I use evidence-based Acceptance and Commitment Therapy (ACT) paired with psychodynamic theory and neuroscience to help my patients make changes that improve their experience of life.
Sessions are being held in person and remotely.
I am licensed in Oregon and California and welcome patients from both states.
Initial 25-minute consultations are free.
Each 50-minute individual session is $180.
I am in-network with PacificSource insurance only.
I offer consultation for those who want to understand more about eating disorders and treatment for eating disorders. I also consult with those who want to learn how to support someone with an eating disorder.
The initial 80-minute consultation session is $260.
Any subsequent 50-minute consultation sessions are $180.
Each of my patients is engaged in a course of therapy tailored specifically to them. The way your course of therapy unfolds will depend on a number of things, including your goals for therapy, your strengths, your history, and your readiness for change.
In our initial sessions, I encourage you to assess whether I am the right fit for you. Because therapy requires a level of motivation and openness from the patient, it is important to choose a therapist with whom you feel comfortable. At the same time, I will be focusing on understanding your needs and goals. I will get to know you as a whole person, so that changes you make will be most meaningful and long-lasting.
These initial sessions determine our next steps. For many of my patients, improving self-understanding is an important piece of the work. By exploring your current life and personal history, we develop an understanding of why you think, feel, and behave as you do. This understanding points to effective avenues for change. Self-understanding also promotes self-acceptance. When you allow yourself to be who you are, your inner critic has no leverage. You stop fighting with yourself, which gives you more energy to focus on what fulfills you.Our therapy may also include solution-focused work. As needed, we will develop customized strategies to manage painful thoughts and emotions or change unhelpful behaviors. As an example, mindfulness is an empirically supported strategy that causes change at a neural level in the brain. It has been found to have significant benefits in a number of areas, including anxiety/stress reduction, improved ability to focus, less emotional reactivity, and reduced cognitive rumination. It is one tool I use with my patients to help change the way they are impacted by their thoughts and feelings.
Because it has taken you a long time to become the way you are, it will take some time and effort to create change. Important, sustained change does not usually occur over a matter of weeks. Typically, it will take months to achieve a major change in the way you see things, react to things, or behave. For more severe issues, such as a long-standing eating disorder, it may take a year or more.
Therapy is a place to focus on yourself, which is a rare opportunity in our extraordinarily busy lifestyles. It can help you solve a specific problem or gain more general self-acceptance. My knowledge, experience, and care are dedicated to helping each of my patients meet their goals and live a more fulfilled life.
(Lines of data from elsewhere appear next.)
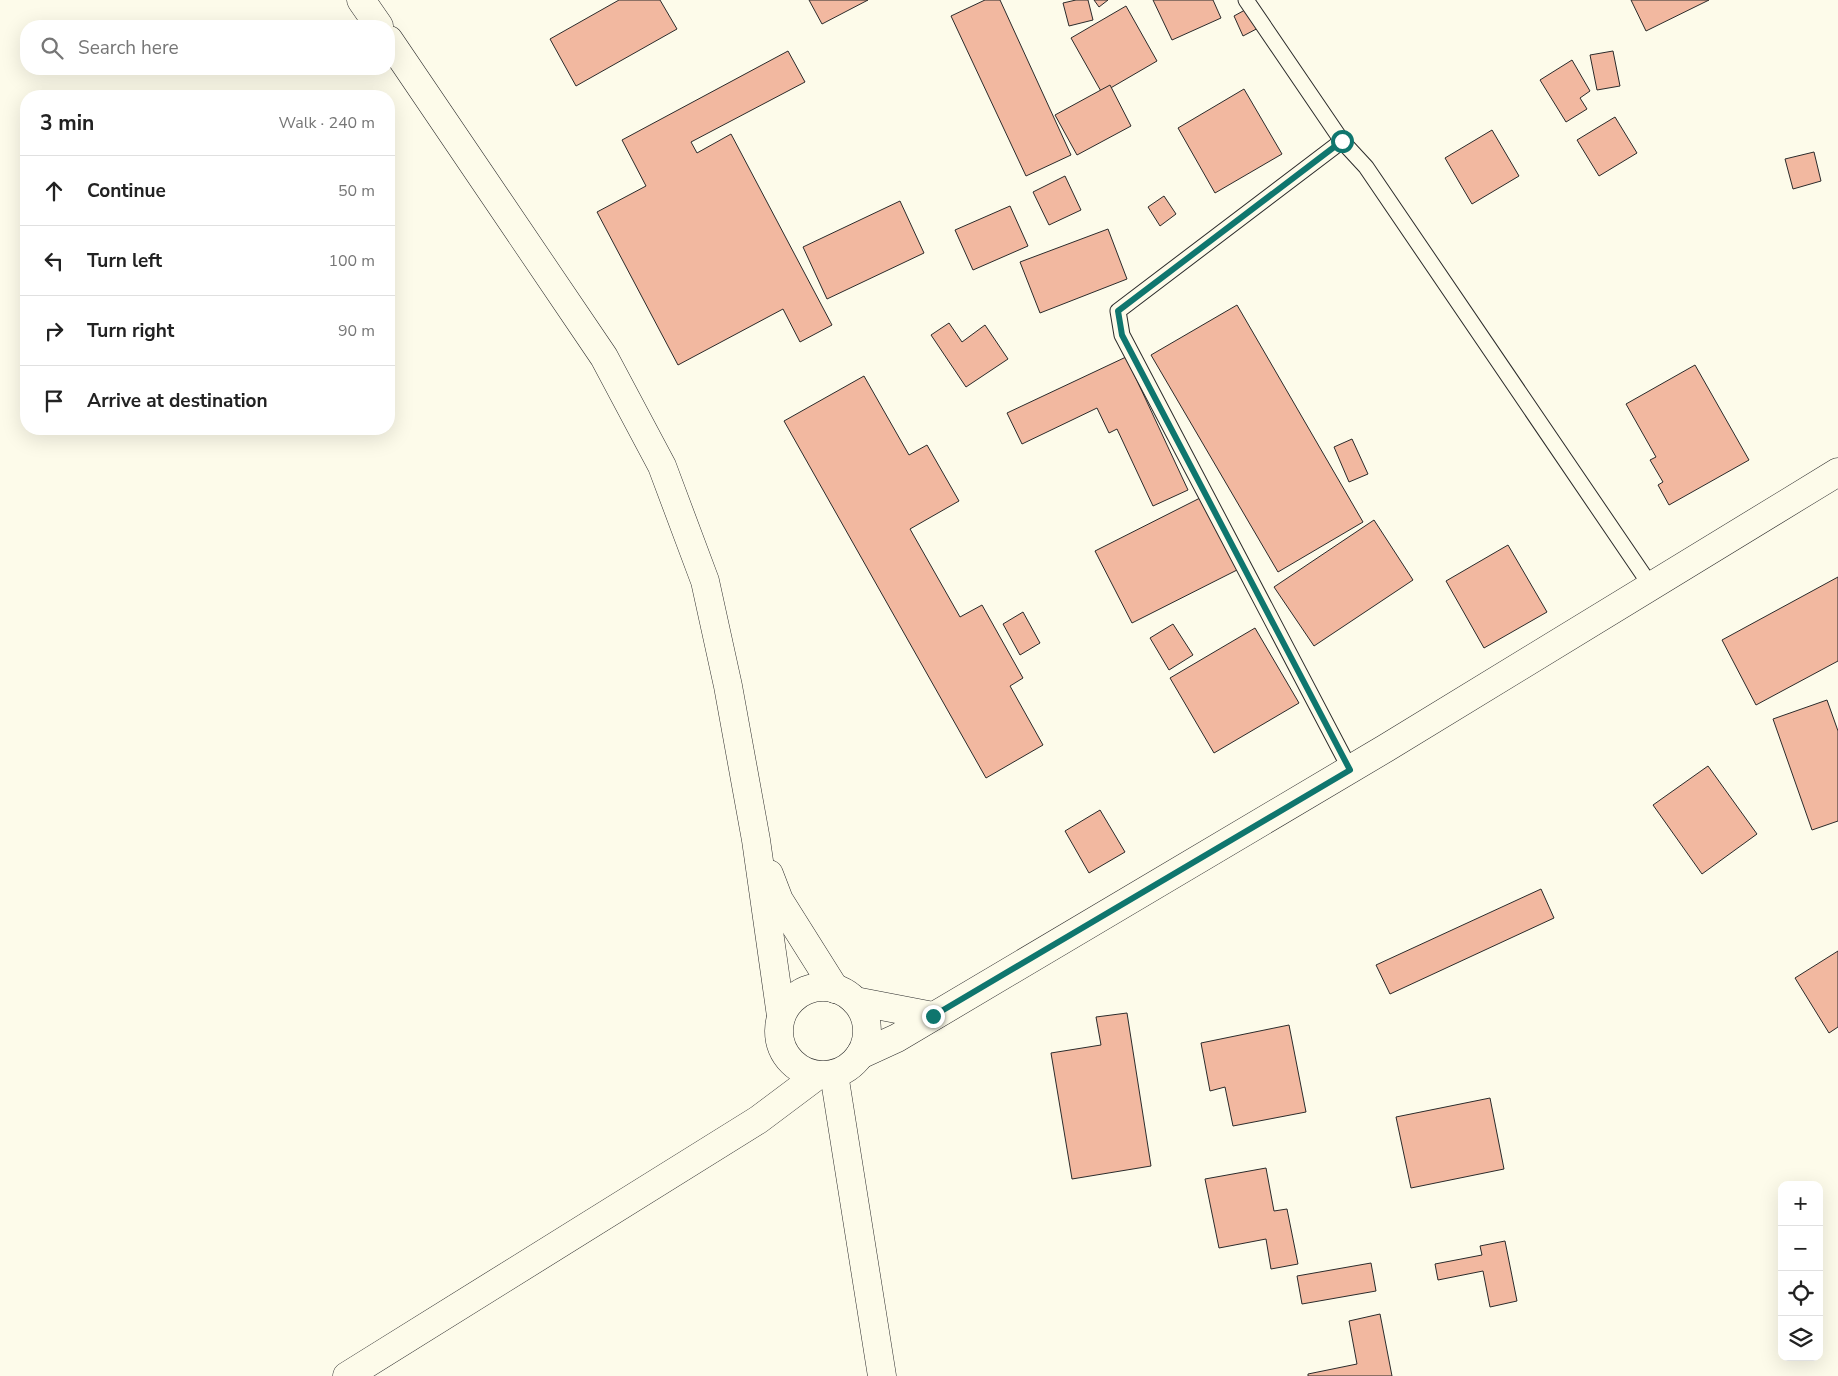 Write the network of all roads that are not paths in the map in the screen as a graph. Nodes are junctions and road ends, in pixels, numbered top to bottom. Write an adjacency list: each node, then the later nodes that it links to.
1 (361, 0): 3 (main road)
2 (1246, 0): 5 (lane)
3 (375, 20)
4 (395, 49): 9 (main road)
5 (1342, 141): 7 (lane); 8 (lane)
6 (1838, 472): 7 (main road)
7 (1651, 586): 8 (main road)
8 (1350, 770): 12 (main road)
9 (756, 840): 10 (main road); 11 (main road)
10 (845, 995): 11 (main road); 12 (main road); 14 (main road)
11 (781, 1016): 13 (main road)
12 (933, 1016): 14 (main road)
13 (781, 1046): 15 (main road); 16 (main road)
14 (860, 1055): 15 (main road)
15 (826, 1075): 16 (main road); 18 (main road)
16 (758, 1120): 17 (main road)
17 (347, 1376)
18 (882, 1376)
Eating Disorders include Anorexia, Bulimia, and Binge Eating Disorder. The myth is that they are about ego and vanity. The reality is that they are attempts to feel emotionally safe and acceptable as a human. A person with an eating disorder uses food – eating too little, too much, getting rid of it, keeping records of it, focusing on it to an extreme degree, and/or being very, very regimented about it – as a tool to feeling emotional safety or comfort. Their ability to control food and make their body look the way they want it to become primary sources of self-esteem and worth. Their inability to control food and their body as they want to becomes a primary source of shame.
The primary therapeutic lens I use is Acceptance and Commitment Therapy (ACT). ACT focuses on helping us connect to what is meaningful in life and detach from what is unhelpful. It offers specific strategies for living a fulfilling life, managing painful emotions and unhelpful thoughts, and staying psychologically flexible. Mindfulness is one of the core components. ACT is an empirically validated treatment for eating disorders, depression, and various forms of anxiety, amongst other disorders (i.e., it has research to back it up).